→ Directions: Please copy out every line in the records below that includes the word "ROLLING".

(Source records)

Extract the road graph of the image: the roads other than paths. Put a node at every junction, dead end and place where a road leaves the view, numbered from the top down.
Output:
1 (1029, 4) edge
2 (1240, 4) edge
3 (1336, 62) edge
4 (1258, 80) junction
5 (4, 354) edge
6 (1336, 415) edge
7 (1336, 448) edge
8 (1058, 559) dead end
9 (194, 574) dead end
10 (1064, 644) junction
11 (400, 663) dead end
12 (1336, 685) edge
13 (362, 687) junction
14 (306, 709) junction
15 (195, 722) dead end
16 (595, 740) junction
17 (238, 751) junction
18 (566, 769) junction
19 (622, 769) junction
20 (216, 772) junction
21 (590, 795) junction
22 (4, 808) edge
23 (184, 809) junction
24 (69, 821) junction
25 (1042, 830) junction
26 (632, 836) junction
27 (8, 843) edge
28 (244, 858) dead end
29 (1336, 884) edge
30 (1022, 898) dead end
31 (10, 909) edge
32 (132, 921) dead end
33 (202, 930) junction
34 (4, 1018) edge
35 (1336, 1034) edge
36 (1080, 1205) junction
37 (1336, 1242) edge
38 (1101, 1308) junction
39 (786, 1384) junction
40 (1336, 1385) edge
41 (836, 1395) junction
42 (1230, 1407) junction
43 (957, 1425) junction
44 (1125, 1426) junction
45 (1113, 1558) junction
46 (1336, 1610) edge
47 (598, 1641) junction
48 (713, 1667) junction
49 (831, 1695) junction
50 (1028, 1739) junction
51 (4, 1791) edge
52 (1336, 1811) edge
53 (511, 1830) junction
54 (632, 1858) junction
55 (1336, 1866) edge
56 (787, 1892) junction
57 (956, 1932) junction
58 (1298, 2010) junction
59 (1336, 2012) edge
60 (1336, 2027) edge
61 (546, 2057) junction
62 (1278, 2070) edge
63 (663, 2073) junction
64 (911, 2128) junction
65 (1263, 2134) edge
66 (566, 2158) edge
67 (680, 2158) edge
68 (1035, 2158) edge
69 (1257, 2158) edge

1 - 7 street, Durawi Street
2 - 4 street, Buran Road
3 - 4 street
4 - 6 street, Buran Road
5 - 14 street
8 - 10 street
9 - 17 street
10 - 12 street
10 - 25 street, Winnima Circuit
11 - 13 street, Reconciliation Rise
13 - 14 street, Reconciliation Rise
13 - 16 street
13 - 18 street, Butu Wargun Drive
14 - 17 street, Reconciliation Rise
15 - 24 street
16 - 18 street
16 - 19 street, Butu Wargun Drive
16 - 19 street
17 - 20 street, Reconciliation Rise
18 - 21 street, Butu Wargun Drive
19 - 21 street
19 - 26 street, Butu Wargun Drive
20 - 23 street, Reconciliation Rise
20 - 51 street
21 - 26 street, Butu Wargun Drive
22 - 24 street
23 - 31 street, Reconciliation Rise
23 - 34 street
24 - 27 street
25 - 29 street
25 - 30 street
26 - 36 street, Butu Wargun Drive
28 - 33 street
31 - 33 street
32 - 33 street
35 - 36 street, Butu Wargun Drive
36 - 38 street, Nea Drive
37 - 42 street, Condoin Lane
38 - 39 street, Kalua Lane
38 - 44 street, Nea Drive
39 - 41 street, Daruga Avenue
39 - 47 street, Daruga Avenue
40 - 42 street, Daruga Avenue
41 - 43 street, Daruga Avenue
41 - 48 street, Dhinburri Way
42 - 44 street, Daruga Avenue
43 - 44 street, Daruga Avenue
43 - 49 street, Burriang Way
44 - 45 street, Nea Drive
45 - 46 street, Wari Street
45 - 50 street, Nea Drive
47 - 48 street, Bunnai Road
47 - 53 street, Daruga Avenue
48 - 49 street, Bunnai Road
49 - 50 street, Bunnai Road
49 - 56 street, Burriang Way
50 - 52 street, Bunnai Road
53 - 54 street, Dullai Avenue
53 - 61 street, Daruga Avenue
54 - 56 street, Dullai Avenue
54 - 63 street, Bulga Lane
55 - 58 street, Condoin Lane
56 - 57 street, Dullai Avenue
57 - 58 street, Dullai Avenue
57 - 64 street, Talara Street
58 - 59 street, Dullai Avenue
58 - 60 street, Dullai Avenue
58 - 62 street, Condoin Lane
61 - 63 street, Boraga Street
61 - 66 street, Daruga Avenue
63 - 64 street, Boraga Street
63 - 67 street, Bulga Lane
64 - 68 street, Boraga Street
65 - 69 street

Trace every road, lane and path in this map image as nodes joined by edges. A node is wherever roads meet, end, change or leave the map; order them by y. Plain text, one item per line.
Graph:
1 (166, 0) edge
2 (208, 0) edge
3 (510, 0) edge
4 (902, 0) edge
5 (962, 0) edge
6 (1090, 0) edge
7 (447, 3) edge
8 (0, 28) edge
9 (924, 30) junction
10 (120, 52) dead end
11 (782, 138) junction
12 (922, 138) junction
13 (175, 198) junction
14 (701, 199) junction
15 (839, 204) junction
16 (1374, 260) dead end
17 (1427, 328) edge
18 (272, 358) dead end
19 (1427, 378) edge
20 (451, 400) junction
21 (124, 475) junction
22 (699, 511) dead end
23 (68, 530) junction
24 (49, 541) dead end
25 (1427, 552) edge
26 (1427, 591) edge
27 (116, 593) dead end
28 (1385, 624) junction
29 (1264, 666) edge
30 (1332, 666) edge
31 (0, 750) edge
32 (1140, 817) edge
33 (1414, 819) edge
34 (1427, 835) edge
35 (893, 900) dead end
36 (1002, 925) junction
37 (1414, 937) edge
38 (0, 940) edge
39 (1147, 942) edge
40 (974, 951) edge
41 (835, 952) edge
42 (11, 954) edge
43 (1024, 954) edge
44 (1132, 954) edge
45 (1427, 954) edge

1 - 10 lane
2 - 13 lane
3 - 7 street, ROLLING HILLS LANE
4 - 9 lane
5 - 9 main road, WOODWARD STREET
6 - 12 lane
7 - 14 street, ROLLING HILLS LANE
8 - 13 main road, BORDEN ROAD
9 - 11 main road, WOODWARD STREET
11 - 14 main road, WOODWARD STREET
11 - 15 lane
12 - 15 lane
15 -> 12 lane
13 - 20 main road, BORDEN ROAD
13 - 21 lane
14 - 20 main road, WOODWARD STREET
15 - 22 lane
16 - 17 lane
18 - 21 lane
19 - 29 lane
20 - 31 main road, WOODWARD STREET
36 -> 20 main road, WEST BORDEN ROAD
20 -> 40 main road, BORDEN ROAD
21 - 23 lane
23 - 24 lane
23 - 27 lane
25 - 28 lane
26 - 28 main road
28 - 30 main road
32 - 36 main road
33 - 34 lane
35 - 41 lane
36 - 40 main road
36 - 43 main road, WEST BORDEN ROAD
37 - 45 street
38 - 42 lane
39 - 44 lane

→ Exercise response:
3 - 7 street, ROLLING HILLS LANE
7 - 14 street, ROLLING HILLS LANE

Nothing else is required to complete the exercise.